You will need to restart jupyter after this
Detailed instructions are here: https://docs.microsoft.com/en-us/azure/machine-learning/service/quickstart-create-workspace-with-python 

In [None]:
# Check core SDK version number
import azureml.core

print("SDK version:", azureml.core.VERSION)

## Initialize workspace

To create or access an Azure ML Workspace, you will need to import the AML library and the following information:
* A name for your workspace
* Your subscription id
* The resource group name

Initialize a [Workspace](https://docs.microsoft.com/azure/machine-learning/service/concept-azure-machine-learning-architecture#workspace) object from the existing workspace you created in the Prerequisites step or create a new one. 

In [2]:
from azureml.core.workspace import Workspace

workspace_name = ''
subscription_id = ''
resource_group_name = ''
location = ''

ws = Workspace._get_or_create(workspace_name,
                             subscription_id=subscription_id,
                             resource_group=resource_group_name,
                             location=location)

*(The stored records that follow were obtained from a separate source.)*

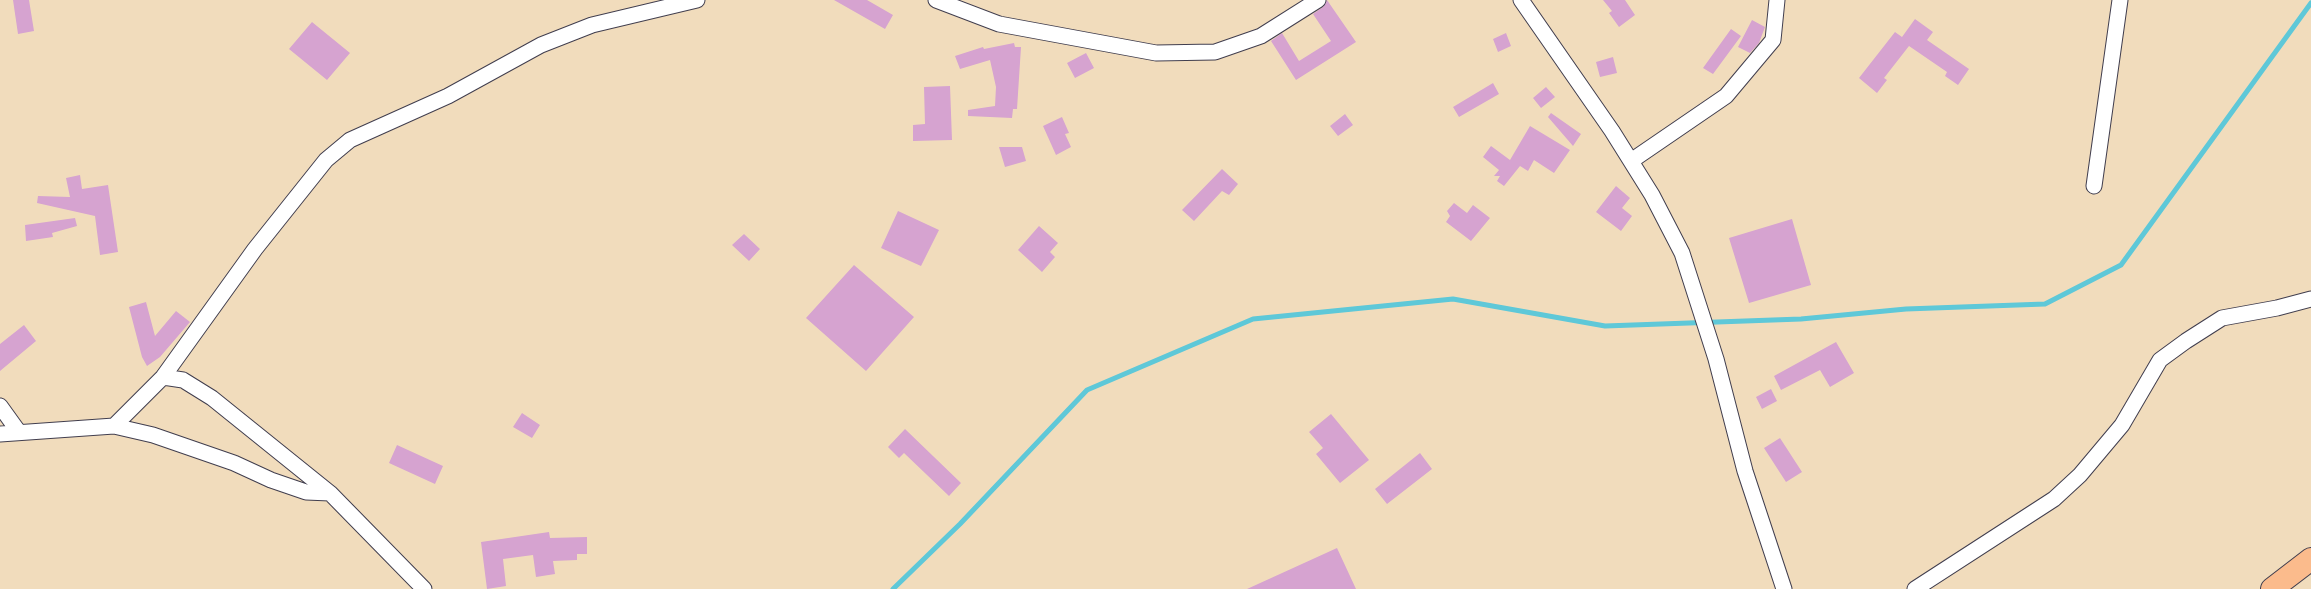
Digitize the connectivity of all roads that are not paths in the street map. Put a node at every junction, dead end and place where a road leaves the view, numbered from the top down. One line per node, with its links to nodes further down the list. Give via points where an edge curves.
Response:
1 (697, 0): 10 (street, via 592,25 541,45 448,96 350,140 326,160 255,249)
2 (936, 0): 3 (street, via 999,24 1156,53 1215,52 1262,36)
3 (1318, 0)
4 (1521, 0): 7 (street)
5 (1777, 0): 7 (street, via 1773,40 1726,96)
6 (2120, 0): 8 (street)
7 (1631, 161): 18 (street, via 1682,253 1716,359 1745,471)
8 (2094, 186)
9 (2311, 299): 19 (street, via 2222,318 2160,360 2122,425 2080,475 2054,498)
10 (163, 377): 12 (street); 15 (street, via 183,380 212,398)
11 (0, 406): 13 (street)
12 (114, 426): 13 (street); 15 (street, via 153,435 212,455 306,492)
13 (18, 431): 14 (street)
14 (0, 434)
15 (330, 493): 17 (street)
16 (2311, 559): 20 (highway)
17 (424, 589)
18 (1784, 589)
19 (1915, 589)
20 (2272, 589)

Wrote the config file BERTtrainconfig.json to: F:\AzureML-BERT\PyTorch\aml_config\BERTtrainconfig.json
Workspace configuration succeeded. Skip the workspace creation steps below


### Create a project directory
Create a directory that will contain all the necessary code from your local machine that you will need access to on the remote resource. This includes the training script and any additional files your training script depends on.

In [None]:
project_folder = './pytorch-pretrained-BERT'

Make a local clone of the original [PyTorch reimplementation](https://github.com/huggingface/pytorch-pretrained-BERT) repository

In [None]:
!git clone -b v0.4.0 https://github.com/huggingface/pytorch-pretrained-BERT.git

### Define AzureML datastore to collect training dataset

To make data accessible for remote training, AML provides a convenient way to do so via a [Datastore](https://docs.microsoft.com/azure/machine-learning/service/how-to-access-data). The datastore provides a mechanism for you to upload/download data to Azure Storage, and interact with it from your remote compute targets.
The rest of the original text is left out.